### Given records
.....

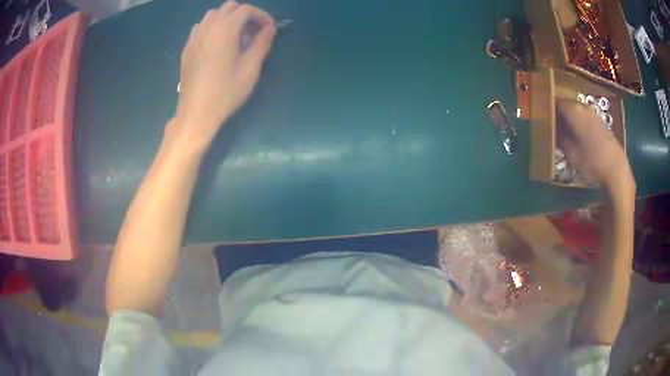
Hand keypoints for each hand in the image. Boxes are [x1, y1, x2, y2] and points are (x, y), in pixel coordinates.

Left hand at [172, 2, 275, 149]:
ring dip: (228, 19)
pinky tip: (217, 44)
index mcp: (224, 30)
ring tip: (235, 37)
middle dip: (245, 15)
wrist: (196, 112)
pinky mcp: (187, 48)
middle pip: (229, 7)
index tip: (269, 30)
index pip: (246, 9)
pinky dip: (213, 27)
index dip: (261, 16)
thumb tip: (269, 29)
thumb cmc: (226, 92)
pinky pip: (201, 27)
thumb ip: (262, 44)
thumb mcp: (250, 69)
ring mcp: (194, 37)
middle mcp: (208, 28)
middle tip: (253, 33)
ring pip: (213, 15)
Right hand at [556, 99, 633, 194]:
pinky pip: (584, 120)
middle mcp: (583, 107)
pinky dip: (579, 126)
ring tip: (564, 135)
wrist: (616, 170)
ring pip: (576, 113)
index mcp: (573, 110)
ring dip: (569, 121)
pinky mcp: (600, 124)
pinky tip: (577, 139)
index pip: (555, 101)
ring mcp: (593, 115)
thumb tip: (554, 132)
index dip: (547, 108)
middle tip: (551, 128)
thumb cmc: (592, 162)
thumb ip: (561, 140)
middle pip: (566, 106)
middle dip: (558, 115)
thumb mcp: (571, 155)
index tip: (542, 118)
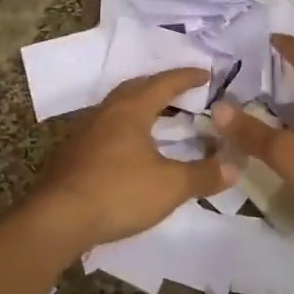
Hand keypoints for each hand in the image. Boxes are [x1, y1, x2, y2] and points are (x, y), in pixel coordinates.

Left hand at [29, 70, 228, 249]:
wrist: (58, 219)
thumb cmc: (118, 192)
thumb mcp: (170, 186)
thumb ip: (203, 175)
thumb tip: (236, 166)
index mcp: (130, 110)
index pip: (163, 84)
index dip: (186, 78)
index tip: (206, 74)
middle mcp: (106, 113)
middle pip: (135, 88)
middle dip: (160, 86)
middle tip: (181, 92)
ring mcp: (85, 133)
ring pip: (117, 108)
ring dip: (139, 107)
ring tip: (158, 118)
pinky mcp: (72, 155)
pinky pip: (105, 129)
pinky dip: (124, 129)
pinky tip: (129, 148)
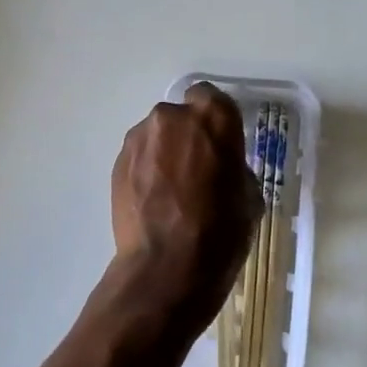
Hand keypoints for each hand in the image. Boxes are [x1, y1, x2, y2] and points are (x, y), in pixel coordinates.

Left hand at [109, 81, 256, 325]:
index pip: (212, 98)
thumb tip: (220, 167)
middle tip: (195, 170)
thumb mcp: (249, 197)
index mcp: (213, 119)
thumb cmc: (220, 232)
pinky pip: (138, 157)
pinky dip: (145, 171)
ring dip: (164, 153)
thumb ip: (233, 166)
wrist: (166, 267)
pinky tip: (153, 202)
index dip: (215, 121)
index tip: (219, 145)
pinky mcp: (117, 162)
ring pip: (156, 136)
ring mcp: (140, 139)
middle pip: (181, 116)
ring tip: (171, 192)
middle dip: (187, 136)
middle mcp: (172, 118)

.....

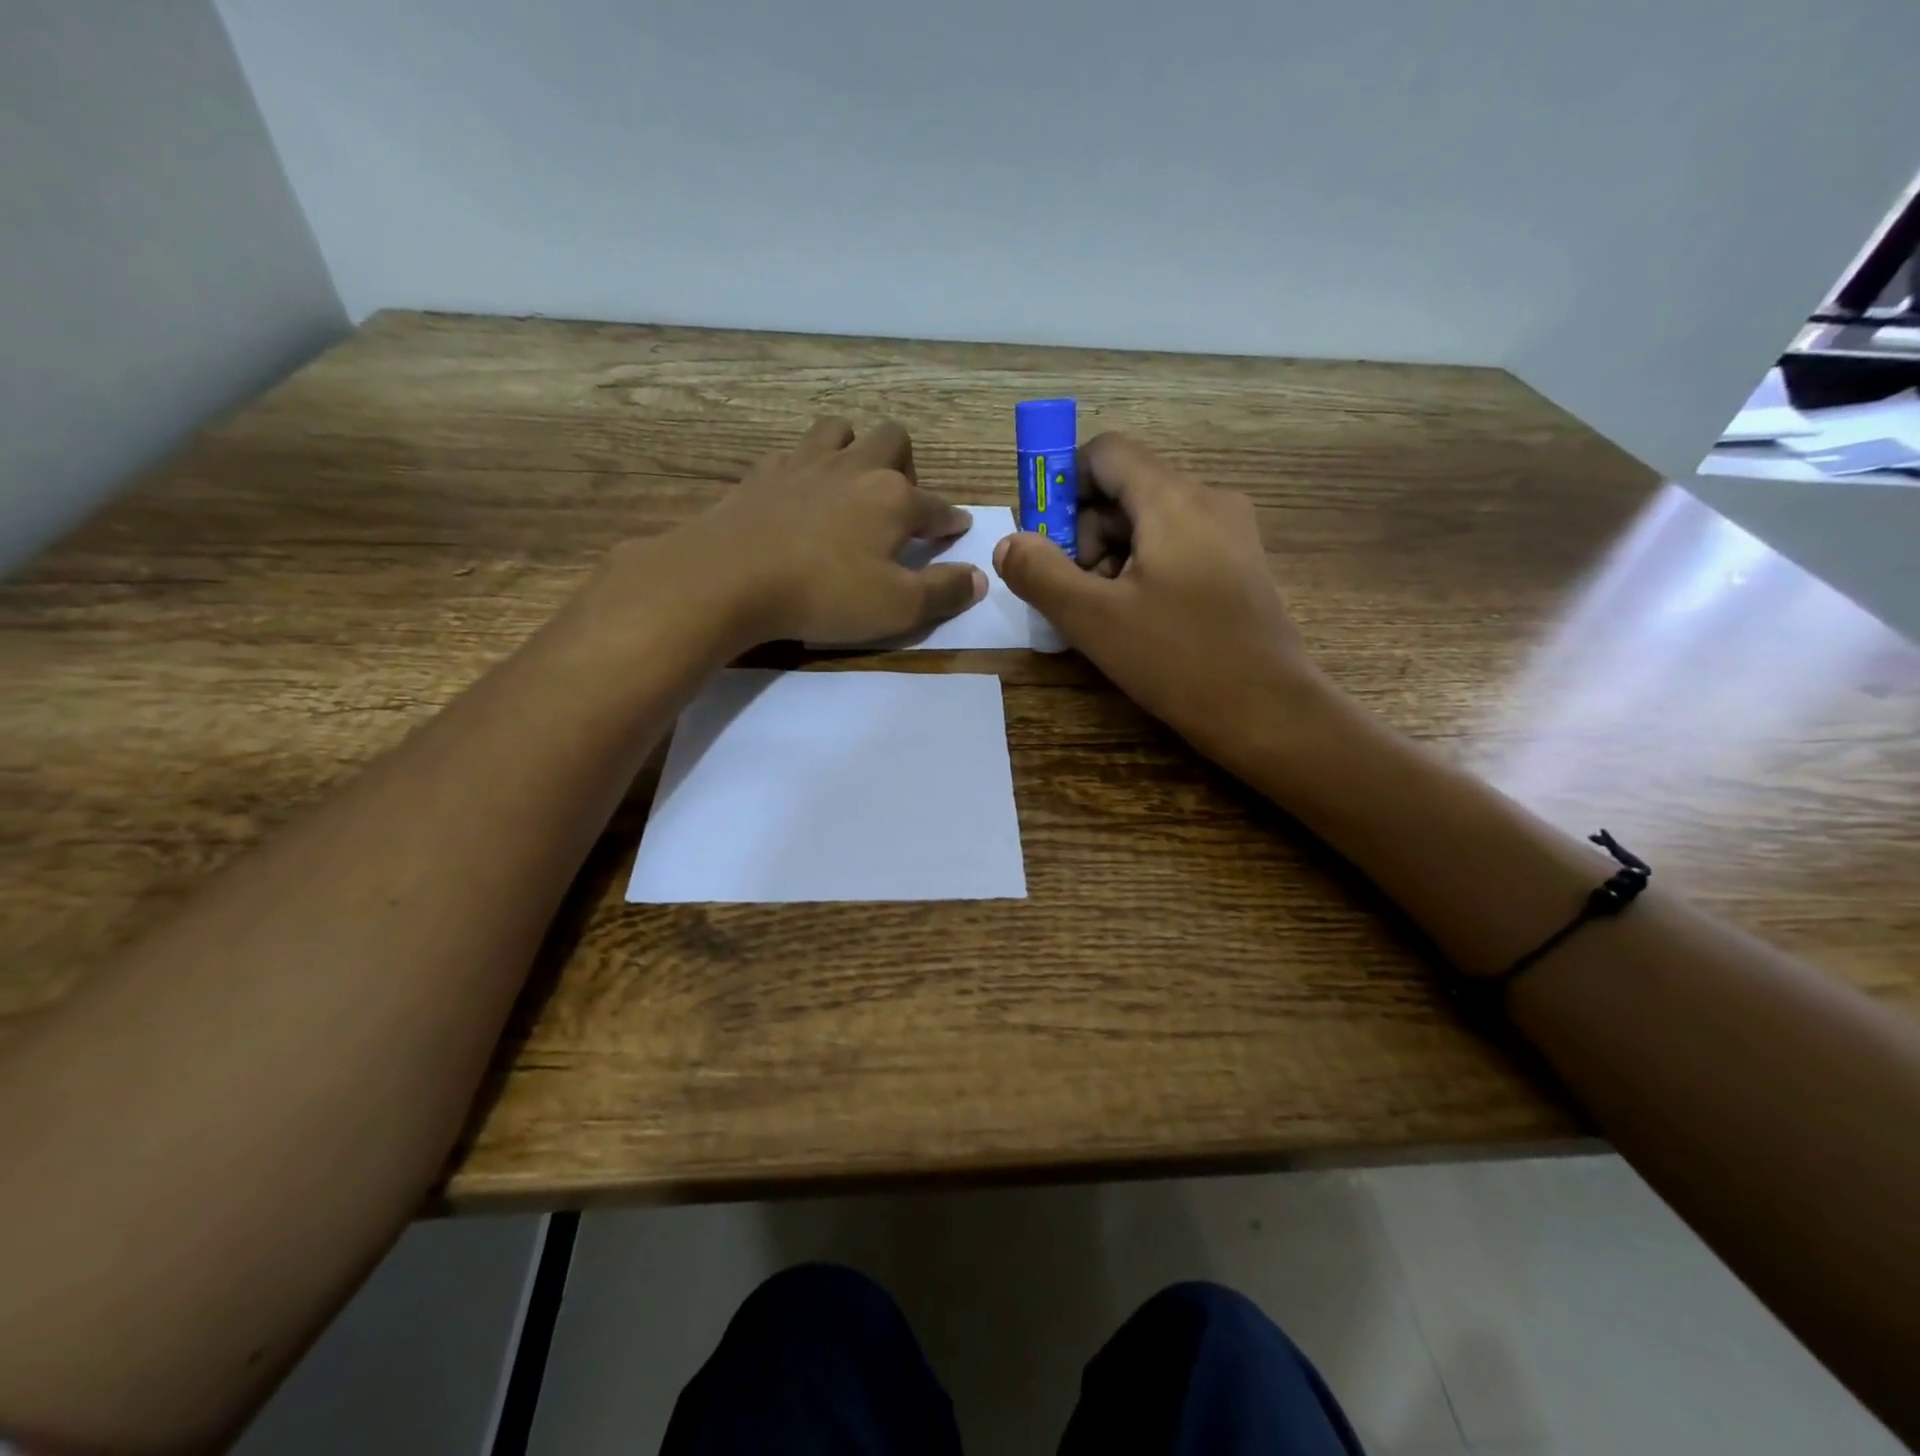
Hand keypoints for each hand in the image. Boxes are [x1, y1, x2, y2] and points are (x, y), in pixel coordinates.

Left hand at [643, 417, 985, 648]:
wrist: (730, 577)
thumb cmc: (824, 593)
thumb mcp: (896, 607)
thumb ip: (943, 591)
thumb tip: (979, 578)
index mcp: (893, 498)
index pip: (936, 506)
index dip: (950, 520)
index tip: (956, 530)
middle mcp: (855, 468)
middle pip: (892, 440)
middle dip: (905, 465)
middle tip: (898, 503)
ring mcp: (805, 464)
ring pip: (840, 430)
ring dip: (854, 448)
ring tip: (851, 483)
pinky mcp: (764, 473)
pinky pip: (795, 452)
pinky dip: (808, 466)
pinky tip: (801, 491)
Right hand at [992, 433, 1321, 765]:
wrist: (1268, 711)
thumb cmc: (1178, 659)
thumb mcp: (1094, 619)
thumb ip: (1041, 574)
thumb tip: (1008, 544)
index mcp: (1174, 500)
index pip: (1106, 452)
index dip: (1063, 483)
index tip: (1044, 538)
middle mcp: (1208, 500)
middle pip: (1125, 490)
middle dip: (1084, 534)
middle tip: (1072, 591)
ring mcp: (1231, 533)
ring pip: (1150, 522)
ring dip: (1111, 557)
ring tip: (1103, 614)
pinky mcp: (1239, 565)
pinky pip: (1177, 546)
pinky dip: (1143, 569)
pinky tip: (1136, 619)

.....

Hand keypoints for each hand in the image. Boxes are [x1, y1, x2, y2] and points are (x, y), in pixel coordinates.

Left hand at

.....

### Task brief
Lines that hold the word "wrist" are the ones to copy from the entries above.

### Written answer
wrist: (196, 112)
wrist: (616, 170)
wrist: (58, 219)
wrist: (166, 267)
wrist: (730, 577)
wrist: (1268, 711)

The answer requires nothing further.